> PROBLEM STATEMENT: This exercise calls for an exact transcription. Set down every record below.

> RECORDS FOR THIS EXERCISE:
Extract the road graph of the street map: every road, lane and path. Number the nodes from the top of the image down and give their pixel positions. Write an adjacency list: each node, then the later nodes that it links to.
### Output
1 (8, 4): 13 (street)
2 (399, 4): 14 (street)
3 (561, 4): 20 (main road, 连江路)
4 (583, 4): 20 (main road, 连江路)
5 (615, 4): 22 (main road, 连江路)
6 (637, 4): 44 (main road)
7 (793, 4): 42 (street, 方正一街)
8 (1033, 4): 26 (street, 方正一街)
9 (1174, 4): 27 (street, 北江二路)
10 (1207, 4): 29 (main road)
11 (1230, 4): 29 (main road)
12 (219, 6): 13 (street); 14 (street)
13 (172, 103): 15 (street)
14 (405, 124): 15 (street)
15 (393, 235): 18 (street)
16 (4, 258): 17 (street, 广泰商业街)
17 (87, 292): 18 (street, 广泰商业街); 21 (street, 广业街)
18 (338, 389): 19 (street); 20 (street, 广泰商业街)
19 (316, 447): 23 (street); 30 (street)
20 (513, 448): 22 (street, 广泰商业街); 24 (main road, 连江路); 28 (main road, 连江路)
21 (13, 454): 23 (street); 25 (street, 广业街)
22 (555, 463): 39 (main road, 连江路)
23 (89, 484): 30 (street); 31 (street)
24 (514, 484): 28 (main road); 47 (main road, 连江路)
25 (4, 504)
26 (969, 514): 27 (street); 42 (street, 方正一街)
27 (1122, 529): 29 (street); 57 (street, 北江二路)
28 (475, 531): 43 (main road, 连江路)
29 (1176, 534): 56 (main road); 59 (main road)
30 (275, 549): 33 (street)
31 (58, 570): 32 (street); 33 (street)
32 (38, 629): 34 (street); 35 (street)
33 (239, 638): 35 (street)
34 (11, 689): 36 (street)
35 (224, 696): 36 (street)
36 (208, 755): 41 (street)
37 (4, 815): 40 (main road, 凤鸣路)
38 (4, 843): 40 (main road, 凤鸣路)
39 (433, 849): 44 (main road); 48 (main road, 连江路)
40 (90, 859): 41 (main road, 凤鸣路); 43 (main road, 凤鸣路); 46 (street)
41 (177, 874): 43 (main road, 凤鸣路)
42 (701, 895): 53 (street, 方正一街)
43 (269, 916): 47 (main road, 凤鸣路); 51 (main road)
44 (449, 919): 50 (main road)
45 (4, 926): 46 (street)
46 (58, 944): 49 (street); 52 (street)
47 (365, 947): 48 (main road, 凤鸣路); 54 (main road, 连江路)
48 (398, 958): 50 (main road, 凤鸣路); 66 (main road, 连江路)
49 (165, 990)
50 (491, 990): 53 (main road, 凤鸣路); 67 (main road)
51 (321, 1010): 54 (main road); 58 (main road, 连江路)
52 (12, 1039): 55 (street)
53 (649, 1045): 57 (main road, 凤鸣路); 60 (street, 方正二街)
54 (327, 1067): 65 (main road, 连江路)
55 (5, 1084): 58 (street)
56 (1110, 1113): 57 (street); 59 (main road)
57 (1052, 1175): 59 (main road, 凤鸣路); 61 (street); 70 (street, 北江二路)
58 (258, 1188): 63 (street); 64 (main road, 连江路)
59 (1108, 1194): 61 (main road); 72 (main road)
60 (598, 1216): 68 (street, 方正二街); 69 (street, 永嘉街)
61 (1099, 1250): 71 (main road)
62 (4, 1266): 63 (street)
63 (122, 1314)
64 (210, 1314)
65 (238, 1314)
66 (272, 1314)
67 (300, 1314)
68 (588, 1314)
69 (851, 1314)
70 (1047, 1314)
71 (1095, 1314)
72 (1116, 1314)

> SOLUTION:
Extract the road graph of the street map: every road, lane and path. Number the nodes from the top of the image down and give their pixel positions. Write an adjacency list: each node, then the later nodes that it links to.
### Output
1 (8, 4): 13 (street)
2 (399, 4): 14 (street)
3 (561, 4): 20 (main road, 连江路)
4 (583, 4): 20 (main road, 连江路)
5 (615, 4): 22 (main road, 连江路)
6 (637, 4): 44 (main road)
7 (793, 4): 42 (street, 方正一街)
8 (1033, 4): 26 (street, 方正一街)
9 (1174, 4): 27 (street, 北江二路)
10 (1207, 4): 29 (main road)
11 (1230, 4): 29 (main road)
12 (219, 6): 13 (street); 14 (street)
13 (172, 103): 15 (street)
14 (405, 124): 15 (street)
15 (393, 235): 18 (street)
16 (4, 258): 17 (street, 广泰商业街)
17 (87, 292): 18 (street, 广泰商业街); 21 (street, 广业街)
18 (338, 389): 19 (street); 20 (street, 广泰商业街)
19 (316, 447): 23 (street); 30 (street)
20 (513, 448): 22 (street, 广泰商业街); 24 (main road, 连江路); 28 (main road, 连江路)
21 (13, 454): 23 (street); 25 (street, 广业街)
22 (555, 463): 39 (main road, 连江路)
23 (89, 484): 30 (street); 31 (street)
24 (514, 484): 28 (main road); 47 (main road, 连江路)
25 (4, 504)
26 (969, 514): 27 (street); 42 (street, 方正一街)
27 (1122, 529): 29 (street); 57 (street, 北江二路)
28 (475, 531): 43 (main road, 连江路)
29 (1176, 534): 56 (main road); 59 (main road)
30 (275, 549): 33 (street)
31 (58, 570): 32 (street); 33 (street)
32 (38, 629): 34 (street); 35 (street)
33 (239, 638): 35 (street)
34 (11, 689): 36 (street)
35 (224, 696): 36 (street)
36 (208, 755): 41 (street)
37 (4, 815): 40 (main road, 凤鸣路)
38 (4, 843): 40 (main road, 凤鸣路)
39 (433, 849): 44 (main road); 48 (main road, 连江路)
40 (90, 859): 41 (main road, 凤鸣路); 43 (main road, 凤鸣路); 46 (street)
41 (177, 874): 43 (main road, 凤鸣路)
42 (701, 895): 53 (street, 方正一街)
43 (269, 916): 47 (main road, 凤鸣路); 51 (main road)
44 (449, 919): 50 (main road)
45 (4, 926): 46 (street)
46 (58, 944): 49 (street); 52 (street)
47 (365, 947): 48 (main road, 凤鸣路); 54 (main road, 连江路)
48 (398, 958): 50 (main road, 凤鸣路); 66 (main road, 连江路)
49 (165, 990)
50 (491, 990): 53 (main road, 凤鸣路); 67 (main road)
51 (321, 1010): 54 (main road); 58 (main road, 连江路)
52 (12, 1039): 55 (street)
53 (649, 1045): 57 (main road, 凤鸣路); 60 (street, 方正二街)
54 (327, 1067): 65 (main road, 连江路)
55 (5, 1084): 58 (street)
56 (1110, 1113): 57 (street); 59 (main road)
57 (1052, 1175): 59 (main road, 凤鸣路); 61 (street); 70 (street, 北江二路)
58 (258, 1188): 63 (street); 64 (main road, 连江路)
59 (1108, 1194): 61 (main road); 72 (main road)
60 (598, 1216): 68 (street, 方正二街); 69 (street, 永嘉街)
61 (1099, 1250): 71 (main road)
62 (4, 1266): 63 (street)
63 (122, 1314)
64 (210, 1314)
65 (238, 1314)
66 (272, 1314)
67 (300, 1314)
68 (588, 1314)
69 (851, 1314)
70 (1047, 1314)
71 (1095, 1314)
72 (1116, 1314)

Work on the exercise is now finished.